#### EXERCISE DETAILS
Please output every record below exactly as written, leaving out any pictures.

======== THE INPUT

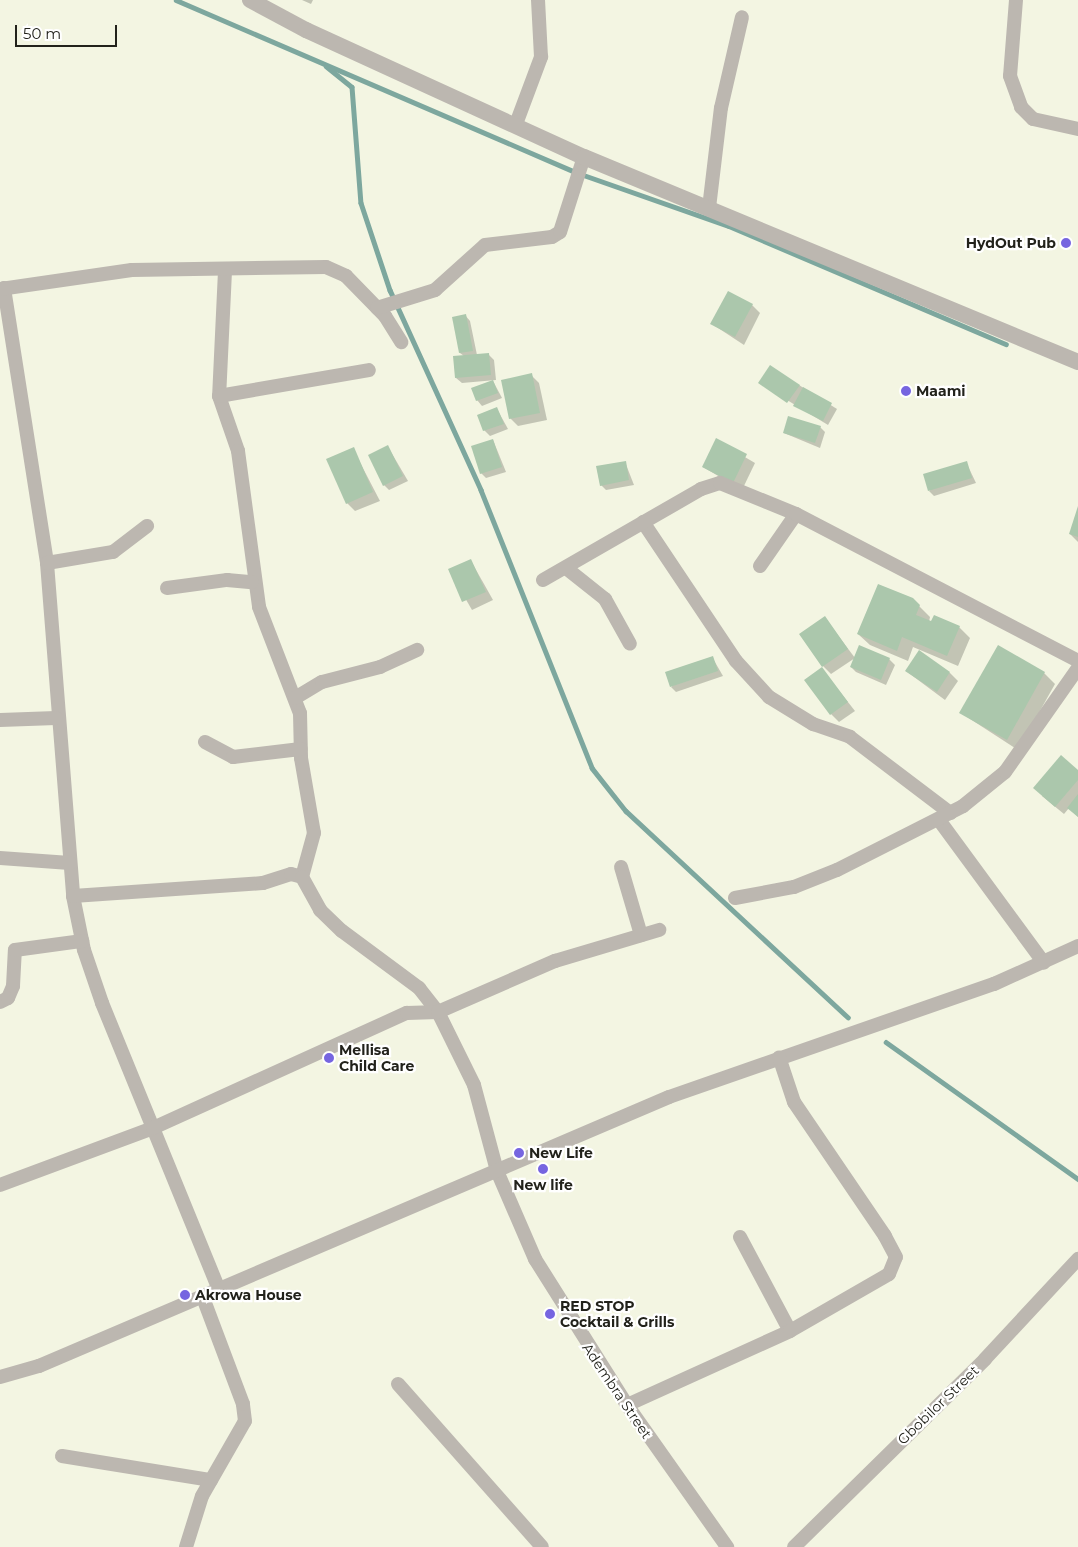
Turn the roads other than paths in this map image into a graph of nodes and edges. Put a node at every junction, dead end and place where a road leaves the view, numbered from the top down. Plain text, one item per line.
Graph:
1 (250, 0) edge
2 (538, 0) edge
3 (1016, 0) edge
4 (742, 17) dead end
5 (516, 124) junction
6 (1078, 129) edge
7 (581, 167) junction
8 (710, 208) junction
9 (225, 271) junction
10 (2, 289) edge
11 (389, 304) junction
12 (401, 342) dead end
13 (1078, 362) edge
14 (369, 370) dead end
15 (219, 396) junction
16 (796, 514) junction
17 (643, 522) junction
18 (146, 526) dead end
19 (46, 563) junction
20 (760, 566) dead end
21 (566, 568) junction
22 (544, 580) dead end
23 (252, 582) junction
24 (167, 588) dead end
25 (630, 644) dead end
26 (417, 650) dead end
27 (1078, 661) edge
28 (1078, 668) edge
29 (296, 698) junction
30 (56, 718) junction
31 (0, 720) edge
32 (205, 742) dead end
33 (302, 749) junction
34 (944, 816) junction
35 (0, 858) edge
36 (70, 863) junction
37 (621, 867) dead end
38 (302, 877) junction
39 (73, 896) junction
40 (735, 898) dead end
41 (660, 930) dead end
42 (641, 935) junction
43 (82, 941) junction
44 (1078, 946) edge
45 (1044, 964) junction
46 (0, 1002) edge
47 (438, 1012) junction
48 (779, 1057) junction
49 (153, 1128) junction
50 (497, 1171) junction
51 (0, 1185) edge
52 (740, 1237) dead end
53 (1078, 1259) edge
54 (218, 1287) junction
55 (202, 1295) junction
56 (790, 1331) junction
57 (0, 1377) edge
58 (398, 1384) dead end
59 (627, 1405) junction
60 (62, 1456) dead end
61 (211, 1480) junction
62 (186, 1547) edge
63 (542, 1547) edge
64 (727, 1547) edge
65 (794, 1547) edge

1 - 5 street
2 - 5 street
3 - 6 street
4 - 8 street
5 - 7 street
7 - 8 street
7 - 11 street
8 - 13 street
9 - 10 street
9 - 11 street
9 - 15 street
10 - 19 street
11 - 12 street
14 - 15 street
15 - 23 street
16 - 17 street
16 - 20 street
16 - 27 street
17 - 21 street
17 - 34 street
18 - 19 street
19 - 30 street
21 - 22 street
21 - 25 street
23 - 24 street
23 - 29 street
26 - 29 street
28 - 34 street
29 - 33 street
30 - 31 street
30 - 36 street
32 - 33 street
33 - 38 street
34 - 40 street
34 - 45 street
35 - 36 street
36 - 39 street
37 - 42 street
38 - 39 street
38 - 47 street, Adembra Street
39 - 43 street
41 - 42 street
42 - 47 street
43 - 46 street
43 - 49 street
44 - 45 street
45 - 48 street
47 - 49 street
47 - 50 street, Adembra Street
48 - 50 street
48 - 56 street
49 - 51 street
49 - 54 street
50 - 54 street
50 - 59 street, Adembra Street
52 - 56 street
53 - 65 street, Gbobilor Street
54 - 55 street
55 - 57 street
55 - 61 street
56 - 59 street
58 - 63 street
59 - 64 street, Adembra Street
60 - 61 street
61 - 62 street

================

#### RESPONSE TO THE TASK
Turn the roads other than paths in this map image into a graph of nodes and edges. Put a node at every junction, dead end and place where a road leaves the view, numbered from the top down. Plain text, one item per line.
Graph:
1 (250, 0) edge
2 (538, 0) edge
3 (1016, 0) edge
4 (742, 17) dead end
5 (516, 124) junction
6 (1078, 129) edge
7 (581, 167) junction
8 (710, 208) junction
9 (225, 271) junction
10 (2, 289) edge
11 (389, 304) junction
12 (401, 342) dead end
13 (1078, 362) edge
14 (369, 370) dead end
15 (219, 396) junction
16 (796, 514) junction
17 (643, 522) junction
18 (146, 526) dead end
19 (46, 563) junction
20 (760, 566) dead end
21 (566, 568) junction
22 (544, 580) dead end
23 (252, 582) junction
24 (167, 588) dead end
25 (630, 644) dead end
26 (417, 650) dead end
27 (1078, 661) edge
28 (1078, 668) edge
29 (296, 698) junction
30 (56, 718) junction
31 (0, 720) edge
32 (205, 742) dead end
33 (302, 749) junction
34 (944, 816) junction
35 (0, 858) edge
36 (70, 863) junction
37 (621, 867) dead end
38 (302, 877) junction
39 (73, 896) junction
40 (735, 898) dead end
41 (660, 930) dead end
42 (641, 935) junction
43 (82, 941) junction
44 (1078, 946) edge
45 (1044, 964) junction
46 (0, 1002) edge
47 (438, 1012) junction
48 (779, 1057) junction
49 (153, 1128) junction
50 (497, 1171) junction
51 (0, 1185) edge
52 (740, 1237) dead end
53 (1078, 1259) edge
54 (218, 1287) junction
55 (202, 1295) junction
56 (790, 1331) junction
57 (0, 1377) edge
58 (398, 1384) dead end
59 (627, 1405) junction
60 (62, 1456) dead end
61 (211, 1480) junction
62 (186, 1547) edge
63 (542, 1547) edge
64 (727, 1547) edge
65 (794, 1547) edge

1 - 5 street
2 - 5 street
3 - 6 street
4 - 8 street
5 - 7 street
7 - 8 street
7 - 11 street
8 - 13 street
9 - 10 street
9 - 11 street
9 - 15 street
10 - 19 street
11 - 12 street
14 - 15 street
15 - 23 street
16 - 17 street
16 - 20 street
16 - 27 street
17 - 21 street
17 - 34 street
18 - 19 street
19 - 30 street
21 - 22 street
21 - 25 street
23 - 24 street
23 - 29 street
26 - 29 street
28 - 34 street
29 - 33 street
30 - 31 street
30 - 36 street
32 - 33 street
33 - 38 street
34 - 40 street
34 - 45 street
35 - 36 street
36 - 39 street
37 - 42 street
38 - 39 street
38 - 47 street, Adembra Street
39 - 43 street
41 - 42 street
42 - 47 street
43 - 46 street
43 - 49 street
44 - 45 street
45 - 48 street
47 - 49 street
47 - 50 street, Adembra Street
48 - 50 street
48 - 56 street
49 - 51 street
49 - 54 street
50 - 54 street
50 - 59 street, Adembra Street
52 - 56 street
53 - 65 street, Gbobilor Street
54 - 55 street
55 - 57 street
55 - 61 street
56 - 59 street
58 - 63 street
59 - 64 street, Adembra Street
60 - 61 street
61 - 62 street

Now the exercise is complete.